After Import OPML how to increase note size

(John Aufderheide) #1


I am creating a class syllabus and already have a rudimentary outline in OPML. I imported it into Tinderbox. However, all of the notes are too small in the map view. Is there any way to enlarge all of them? - and the notes nested inside of each note? As it appears to me that I have to enlarge each and every note to be able to read it, I stop right there. I go to the preferences, thinking there is a default i can change, but that does not help.

Also, as I open a note to look at the sub-notes, they are not centered in the screen and are sometimes off the screen. How can I make it so that each time I “look into” the note, the centering and enlarging that i have done remains? My experience is that the centering and enlarging does not “stick.”

I am using Tbox 6.1.3. on Mac os 10.12.3.

Thanks for your help.


(eastgate) #2

You can change the height and width of notes by setting $Height and $Width. A stamp will let you set the dimensions of lots of notes. Select them all, and apply the stamp. Or, select some, apply the stamp, then select some more, and apply it again.

Or, you can change the default value for $Height and $Width of new notes by changing the default for those attributes in the System Attribute pane of the Document inspector.

Tinderbox 6.1.3 is two and a half years out of date, incidentally; you’ll likely be a lot happy with Tinderbox 7.1!

(John Aufderheide) #3

Thanks so much for the quick response.

I am like those in the love/hate topic. I have played a few time with Tinderbox, but have never really used it. And so i don’t want to spend any more money on it unless I am committed to using it.

(Pat Maddox) #4

There’s also Note -> Expand horizontally and Note -> Expand vertically to make the notes bigger and accommodate their names.

(Sheepkeeper) #5

I have an issue related (but not identical to) this one. I have created multiple mind maps in Xmind with multiple branches/nodes including associated notes in Xmind’s notes field. Using Xmind pro, I can export those maps to OPML, and (now) Xmind will export both the map structure and the associated notes into OPML (Xmind hasn’t always had this capability). Next, I drop the OPML file on to the TinderBox canvas and, while it does a beautiful job of capturing both the (now) OPML map structure (what were originally notes), it does not know how to distinguish between the map’s main structure and the notes associated with that structure. In Tinderbox, then, I now have lengthy notes landing in Note title fields when I need them to land in actual note fields. Is there a way for Tinderbox to distinguish between “notes” and note titles when importing an OPML file?

(eastgate) #6

OPML doesn’t make this distinction; perhaps Xmind is extending OPML in an interesting way. Please send a small sample file and we’ll take a look.

(Paul Walters) #7

Xmind has always generated ill-formed OPML. Version 8 is no different. Every element is exported as a separate <outline/> entity regardless of whether it is a node name or text belonging to a node. There is no easy fix.

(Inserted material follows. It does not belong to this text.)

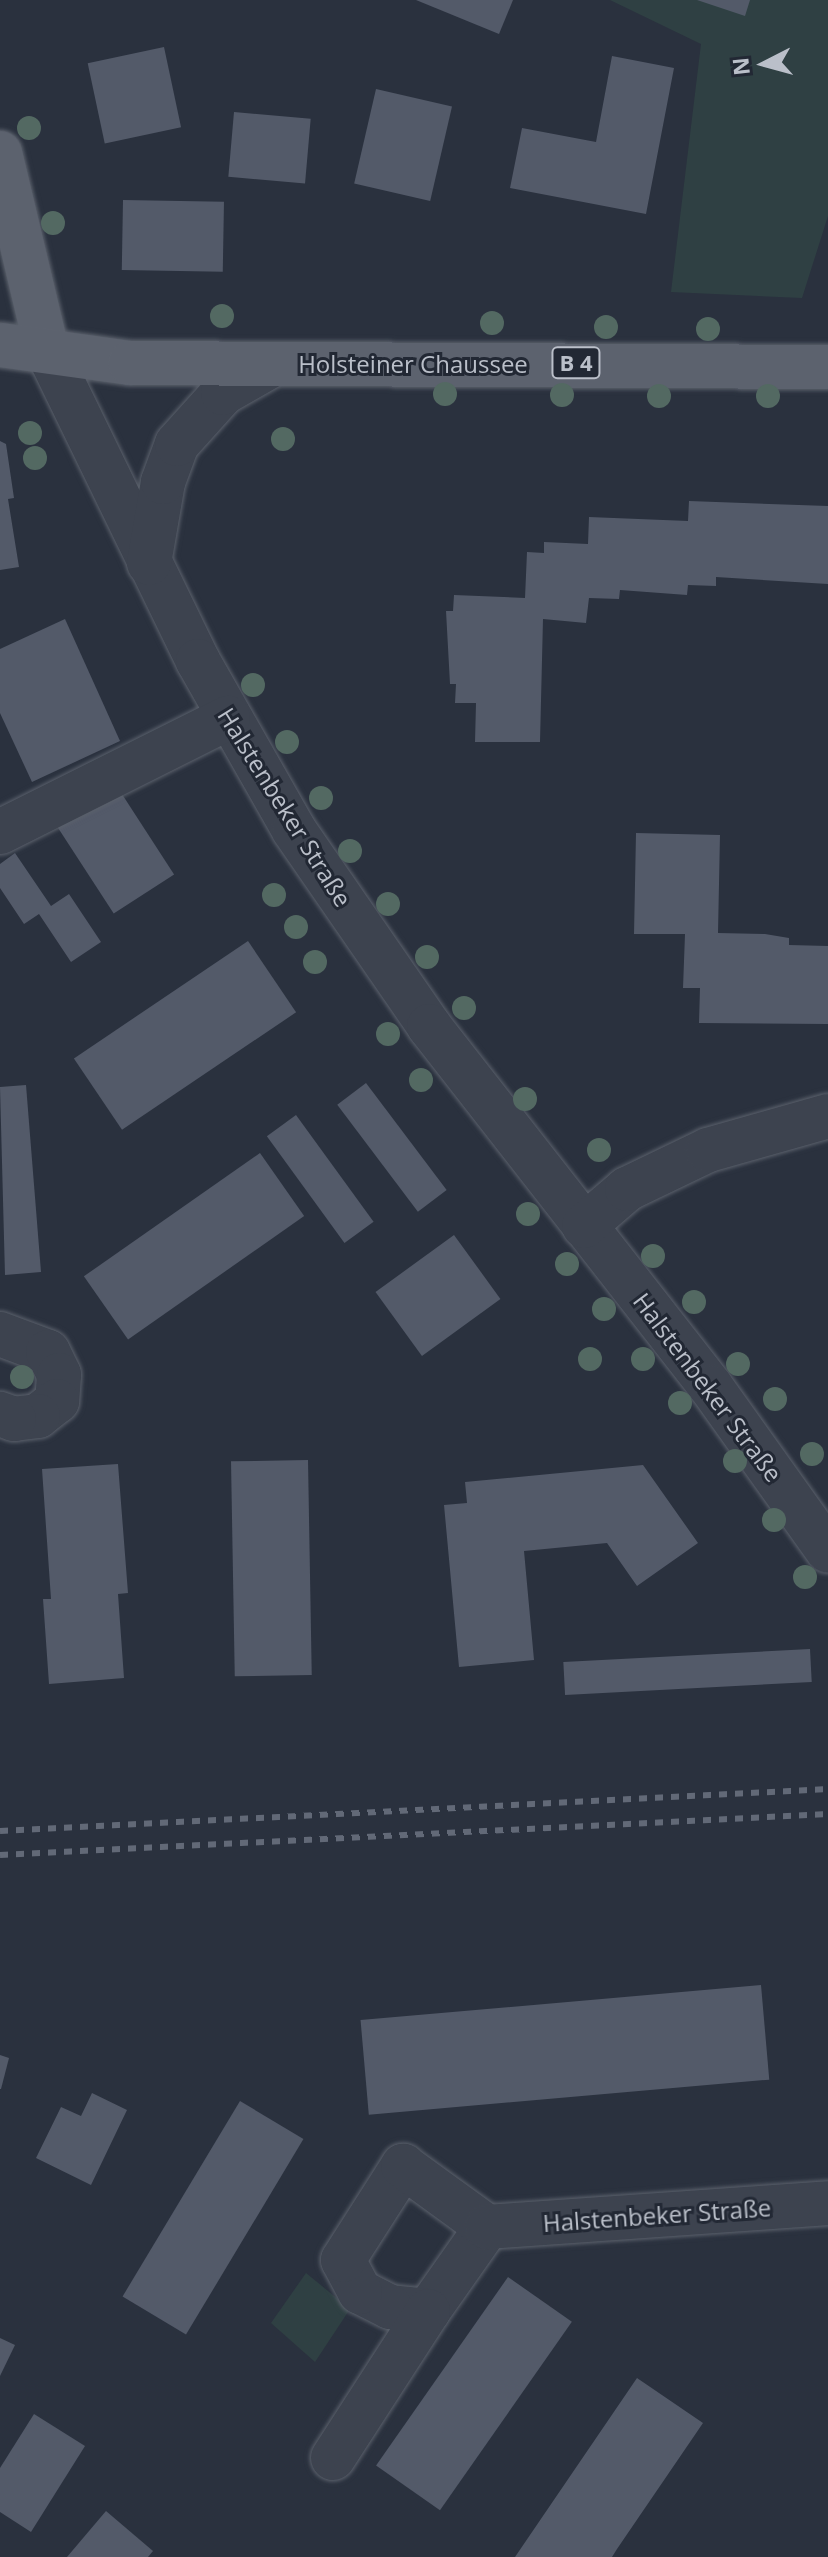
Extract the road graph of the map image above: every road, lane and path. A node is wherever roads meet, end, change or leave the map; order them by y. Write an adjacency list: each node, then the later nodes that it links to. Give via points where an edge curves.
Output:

If you want to use Xmind with Tinderbox you’d need to export to .mmap format, open that in iThoughtsX or other mind mapping program that genuinely understands how to create canonical OPML, and re-export from there.

(Sheepkeeper) #8

Thank you, Paul. That certainly helps make sense of my experience with XMind to OPML to Tinderbox. By comparison, if I substitute Novamind in place of XMind, and observe Novamind to OPML to Tinderbox, the process works well. Given what your saying, it sounds like Tinderbox reads canonical OPML well, and NovaMind exports canonical OPML. XMind exports a type of OPML not considered canonical. I have long known that XMind’s developers did not understand the need for OPML export, and several of their paid users, myself included, posted explanations and use case scenarios to demonstrate the need. I know that OPML appeared as an export option only “recently”. Perhaps it’s still in its infancy.

(Paul Walters) #9

I also requested the feature from Xmind and sent them examples. There is nothing difficult about OPML. The “standard”, though informal, is straightforward and easy to follow and implement.